Cada noche salía antes que yo pudiese
siquiera estrecharla contra mi cuerpo. Parecía haber aborrecido mi
presencia y huía de mi mano. Extrañaba terriblemente pasear junto a
ella con cierto orgullo mientras las mujeres cuchicheaban sobre lo
hermosa que era, lo elegante que era yo y la familia tan maravillosa
que éramos. Sin embargo cuando regresaba a nuestra vivienda, en
aquel bullicioso barrio de nuestra amada Nueva Orleans, se sentaba en
el piano que estaba junto al balcón, con las ventanas abiertas, para
complacer a todo viandante con una música tan hermosa como la que
podía alzarse en los cielos hecha por cientos de querubines.
Yo acudía como las moscas a la miel y
me situaba cerca del piano con una sonrisa cargada de orgullo.
Inflaba mi ego saber que había aprendido gracias a mi esmerada
educación. Louis meditaba al fondo aferrado a uno de sus libros de
poema o sus insulsas novelas románticas llenas de clichés. Un Louis
que también se sentía maravillado y orgulloso por la belleza de sus
rizos dorados.
—Irradias poder, cherie—dije una
noche sentándome junto a ella. Comencé a tocar con mis dedos ágiles
notando como sus pequeñas manos se movían como arañas—. Eres
hermosa y posees una maldad muy refinada.
—Eso es lo único que he aprendido de
ti—se detuvo apartando las manos de las teclas y me miró—. A ser
mala con quien digo amar y a burlarme de los sentimientos de otros—se
levantó rápidamente y se marchó a su habitación regalándome un
portazo.
—¡Louis! ¡Tú mismo lo has visto!
¡No le he dicho nada malo!—grité entre ofendido y dolido.
—Ya no es una niña que se contente
con simples palabras—contestó sin apartar la vista de su libro—.

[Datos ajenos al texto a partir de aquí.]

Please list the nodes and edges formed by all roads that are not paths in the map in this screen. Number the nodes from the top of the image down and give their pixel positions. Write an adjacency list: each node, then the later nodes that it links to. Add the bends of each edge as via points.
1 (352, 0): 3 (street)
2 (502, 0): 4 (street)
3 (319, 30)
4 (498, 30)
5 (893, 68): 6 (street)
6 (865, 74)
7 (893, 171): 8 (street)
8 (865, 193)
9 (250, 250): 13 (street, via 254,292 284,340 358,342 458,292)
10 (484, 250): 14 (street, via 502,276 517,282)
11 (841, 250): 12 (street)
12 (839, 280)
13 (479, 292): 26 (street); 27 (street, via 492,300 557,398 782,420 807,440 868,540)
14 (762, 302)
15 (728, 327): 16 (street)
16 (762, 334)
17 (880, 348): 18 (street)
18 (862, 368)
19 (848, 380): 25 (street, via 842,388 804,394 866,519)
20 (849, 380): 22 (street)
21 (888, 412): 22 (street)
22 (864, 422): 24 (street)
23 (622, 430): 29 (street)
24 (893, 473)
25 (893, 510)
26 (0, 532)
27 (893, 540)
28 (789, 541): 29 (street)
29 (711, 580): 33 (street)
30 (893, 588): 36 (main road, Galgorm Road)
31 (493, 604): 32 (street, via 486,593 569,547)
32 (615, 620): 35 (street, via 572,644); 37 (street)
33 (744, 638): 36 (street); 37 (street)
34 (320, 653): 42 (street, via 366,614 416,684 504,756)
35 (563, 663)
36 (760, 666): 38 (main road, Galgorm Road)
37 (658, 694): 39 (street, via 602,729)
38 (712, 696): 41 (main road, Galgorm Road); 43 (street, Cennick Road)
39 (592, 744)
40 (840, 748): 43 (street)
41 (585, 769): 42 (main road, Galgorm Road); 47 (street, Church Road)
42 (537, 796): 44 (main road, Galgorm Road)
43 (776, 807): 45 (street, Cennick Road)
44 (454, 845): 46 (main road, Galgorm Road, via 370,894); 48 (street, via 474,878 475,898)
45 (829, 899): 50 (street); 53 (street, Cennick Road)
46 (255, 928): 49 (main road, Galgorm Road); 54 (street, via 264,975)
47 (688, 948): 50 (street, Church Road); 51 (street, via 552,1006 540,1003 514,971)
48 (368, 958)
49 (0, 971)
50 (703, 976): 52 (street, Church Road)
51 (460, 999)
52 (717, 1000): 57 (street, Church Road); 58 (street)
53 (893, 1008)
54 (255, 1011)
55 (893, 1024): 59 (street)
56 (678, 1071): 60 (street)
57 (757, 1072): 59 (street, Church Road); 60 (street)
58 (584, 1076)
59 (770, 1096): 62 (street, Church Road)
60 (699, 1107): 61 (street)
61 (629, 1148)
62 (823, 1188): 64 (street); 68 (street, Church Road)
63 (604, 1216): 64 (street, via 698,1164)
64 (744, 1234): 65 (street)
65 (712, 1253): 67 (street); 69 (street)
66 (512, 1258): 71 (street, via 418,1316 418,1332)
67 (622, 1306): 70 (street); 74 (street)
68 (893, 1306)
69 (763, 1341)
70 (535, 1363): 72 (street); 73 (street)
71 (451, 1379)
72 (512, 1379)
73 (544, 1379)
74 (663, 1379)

No es una niña, Lestat. Tratas a Claudia como una pequeña niña que
cree aún en cuentos de hadas—dijo antes de clavar su verde mirada
en mí. Sentí aquellos ojos como una daga directa a mi alma.
—¡Tú la peinas y vistes como si
fuese una muñeca!—respondí.
—Sí, yo también tengo la
culpa—susurró levantándose del sofá para acercarse al piano—.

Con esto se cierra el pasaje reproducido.